There are a million lessons of what to do right and what to do wrong in them.

Good writing often contains wisdom about the human condition that we tend to forget unless we either reread the lessons or commit an error that causes us to learn the lesson again the hard way.

I feel that reading is much easier and more gratifying than continuing to pull pitchforks out of your rear end.

When I was one of the first project managers at Toll Brothers in the late 1970’s, we had a wooden pitchfork in the corner of the conference room where we held our weekly Project Manager Meetings on Monday afternoons. It was a reminder that one of the purposes of the meeting was to learn tough lessons from each other and ingrain them so that you did not have to learn them a second time on your own.

I had lunch with Bob Toll recently and he noted that it was still there with the same purpose nearly 40 years later.

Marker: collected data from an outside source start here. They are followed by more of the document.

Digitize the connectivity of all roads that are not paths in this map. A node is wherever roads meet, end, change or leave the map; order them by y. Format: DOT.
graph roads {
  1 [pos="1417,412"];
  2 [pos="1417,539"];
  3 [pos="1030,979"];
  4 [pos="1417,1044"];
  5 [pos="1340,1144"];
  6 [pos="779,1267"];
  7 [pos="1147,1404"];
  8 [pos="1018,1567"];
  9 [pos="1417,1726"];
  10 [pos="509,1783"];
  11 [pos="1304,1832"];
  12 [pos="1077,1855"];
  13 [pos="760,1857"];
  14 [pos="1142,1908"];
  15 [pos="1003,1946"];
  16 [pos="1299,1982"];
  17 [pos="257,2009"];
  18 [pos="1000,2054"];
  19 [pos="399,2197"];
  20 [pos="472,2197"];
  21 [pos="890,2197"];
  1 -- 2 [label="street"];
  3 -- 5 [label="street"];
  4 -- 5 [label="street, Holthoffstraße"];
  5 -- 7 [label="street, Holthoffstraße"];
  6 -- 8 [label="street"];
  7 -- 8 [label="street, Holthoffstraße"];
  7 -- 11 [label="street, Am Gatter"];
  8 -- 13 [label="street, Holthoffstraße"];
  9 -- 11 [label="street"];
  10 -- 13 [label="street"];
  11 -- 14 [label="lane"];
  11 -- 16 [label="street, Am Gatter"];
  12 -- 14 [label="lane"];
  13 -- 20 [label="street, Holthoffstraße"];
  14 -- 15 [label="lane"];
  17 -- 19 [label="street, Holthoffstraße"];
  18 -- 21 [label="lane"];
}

Great ideas and practices tend to stay because they work.

Recently, I was going through my “By George!” articles in an effort to catalog them as part of a website update. It forced me to reread stuff that I had written eight years ago in 2010 as we were at the bottom of the last real estate cycle.

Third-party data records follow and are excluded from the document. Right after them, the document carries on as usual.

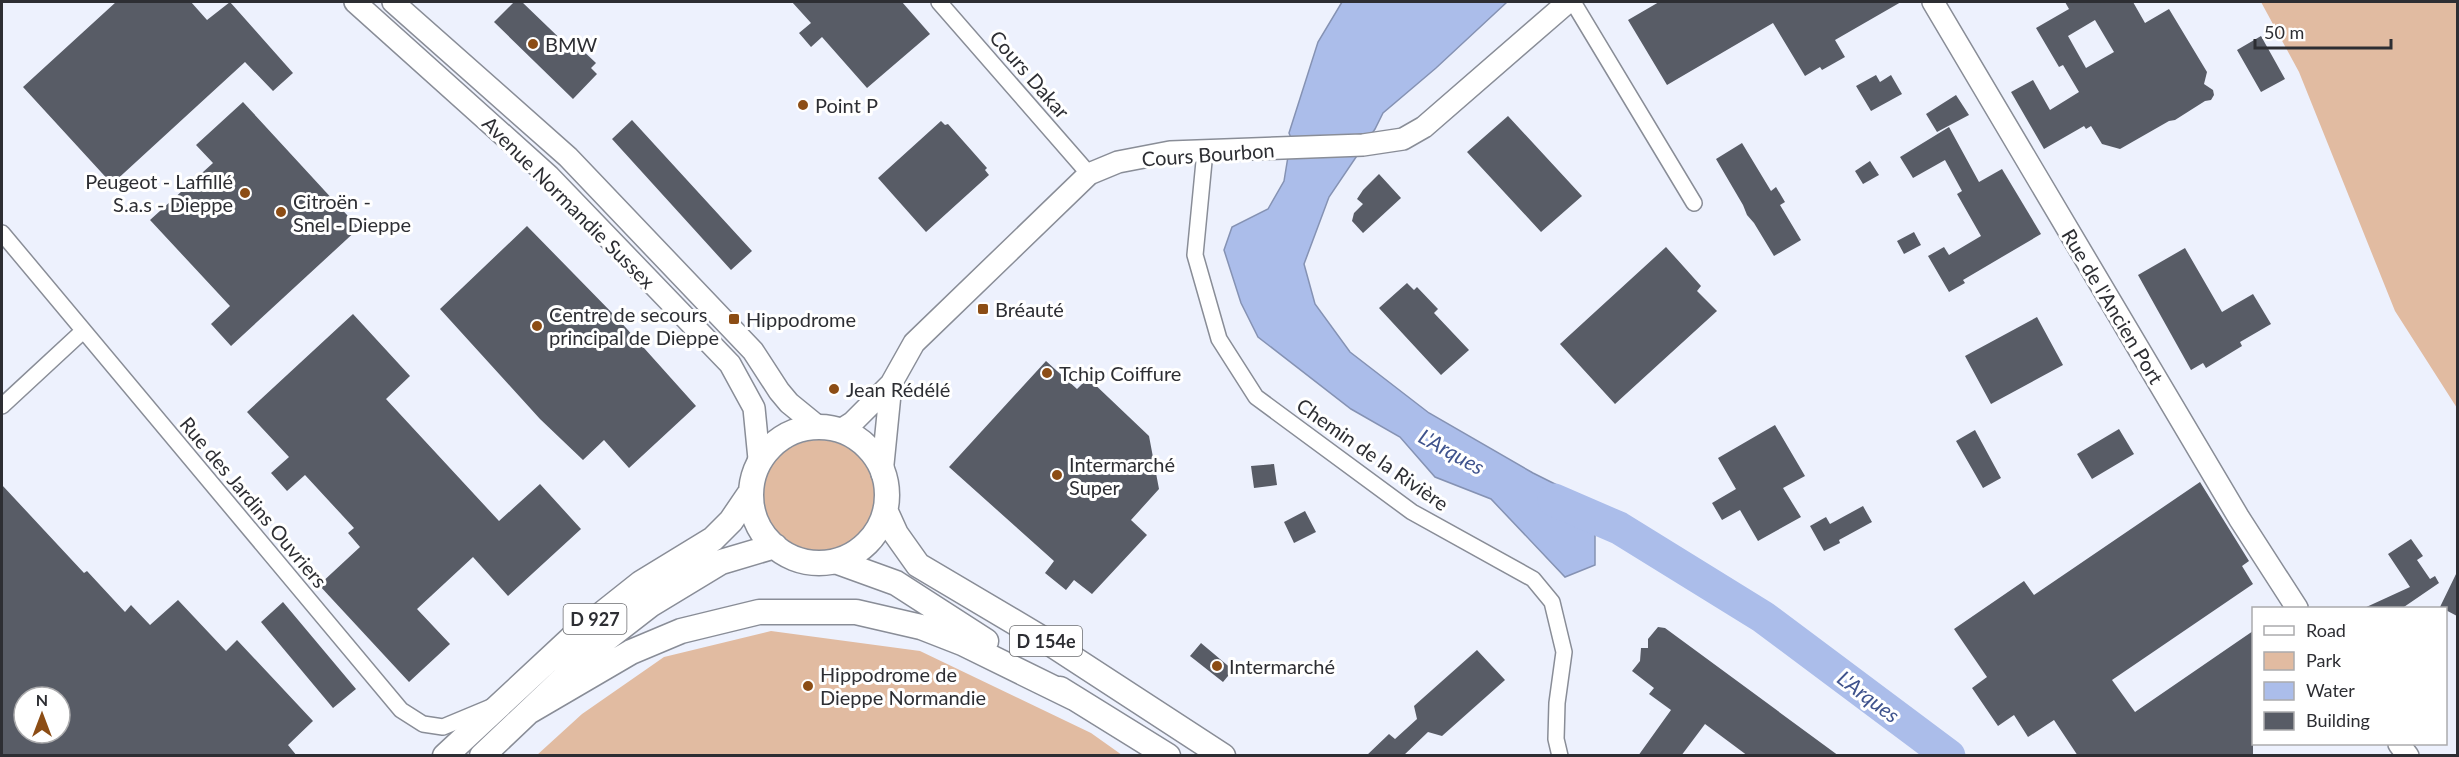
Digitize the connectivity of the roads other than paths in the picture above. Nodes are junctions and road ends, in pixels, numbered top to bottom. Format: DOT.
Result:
graph roads {
  1 [pos="355,2"];
  2 [pos="393,2"];
  3 [pos="939,2"];
  4 [pos="1568,2"];
  5 [pos="1573,2"];
  6 [pos="1933,2"];
  7 [pos="1206,151"];
  8 [pos="1089,174"];
  9 [pos="1694,203"];
  10 [pos="2,233"];
  11 [pos="83,330"];
  12 [pos="891,384"];
  13 [pos="2,406"];
  14 [pos="816,425"];
  15 [pos="842,429"];
  16 [pos="759,459"];
  17 [pos="882,474"];
  18 [pos="750,493"];
  19 [pos="886,512"];
  20 [pos="775,546"];
  21 [pos="838,562"];
  22 [pos="2296,607"];
  23 [pos="1074,698"];
  24 [pos="505,700"];
  25 [pos="530,711"];
  26 [pos="445,756"];
  27 [pos="482,756"];
  28 [pos="1168,756"];
  29 [pos="1223,756"];
  30 [pos="1560,756"];
  1 -- 16 [label="main road, Avenue Normandie Sussex"];
  2 -- 14 [label="main road, Avenue Normandie Sussex"];
  3 -- 8 [label="street, Cours Dakar"];
  4 -- 7 [label="main road, Cours Bourbon"];
  5 -- 9 [label="street"];
  6 -- 22 [label="main road, Rue de l'Ancien Port"];
  7 -- 8 [label="main road, Cours Bourbon"];
  7 -- 30 [label="street, Chemin de la Rivière"];
  8 -- 12 [label="main road, Cours Bourbon"];
  10 -- 11 [label="street, Rue des Jardins Ouvriers"];
  11 -- 13 [label="street"];
  11 -- 24 [label="street, Rue des Jardins Ouvriers"];
  12 -- 15 [label="main road, Cours Bourbon"];
  12 -- 17 [label="main road, Cours Bourbon"];
  14 -- 15 [label="main road"];
  14 -- 16 [label="main road"];
  15 -- 17 [label="main road"];
  16 -- 18 [label="main road"];
  17 -- 19 [label="main road"];
  18 -- 20 [label="main road"];
  18 -- 24 [label="main road, D 927"];
  19 -- 21 [label="main road"];
  19 -- 29 [label="main road, D 154e"];
  20 -- 21 [label="main road"];
  20 -- 25 [label="main road, D 927"];
  21 -- 23 [label="main road, D 154e"];
  23 -- 25 [label="main road"];
  23 -- 28 [label="main road, D 154e"];
  24 -- 26 [label="main road, D 927"];
  25 -- 27 [label="main road, D 927"];
}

There was one that I thought would be good to re-publish: “My 10 Lessons Learned from the Downturn”.

We have actually been on an upswing since 2009, according to the data. My internal clock says that it might be time to dust off some of those lessons. Nine years is a long time for a sustained upswing.

I am not saying that a downturn is around the immediate corner. However, at some point we all know one is coming.

When I was in the Navy, I learned that training for all kinds of eventualities during times when crises were not imminent was the best practice for being prepared when they did arrive, almost always unexpectedly.

So, it is with the “ounce of prevention, pound of cure” thoughts that I take you back to June of 2010 and a replay of my “By George!” of that time. 

By George!: My 10 Lessons Learned from the Downturn

June 28, 2010
By George Casey

June, to me, always meant the end of the school year. You took final exams and tried to prove to the teacher or professor what you had learned from your coursework. Once you leave school and start a professional career, it does not mean that learning ceases. It just becomes different.

We learn from our own experiences and from the experiences of others. We learn by reading books and articles. We also learn by listening to each other and trying to put together the pieces of the puzzle that is known as life.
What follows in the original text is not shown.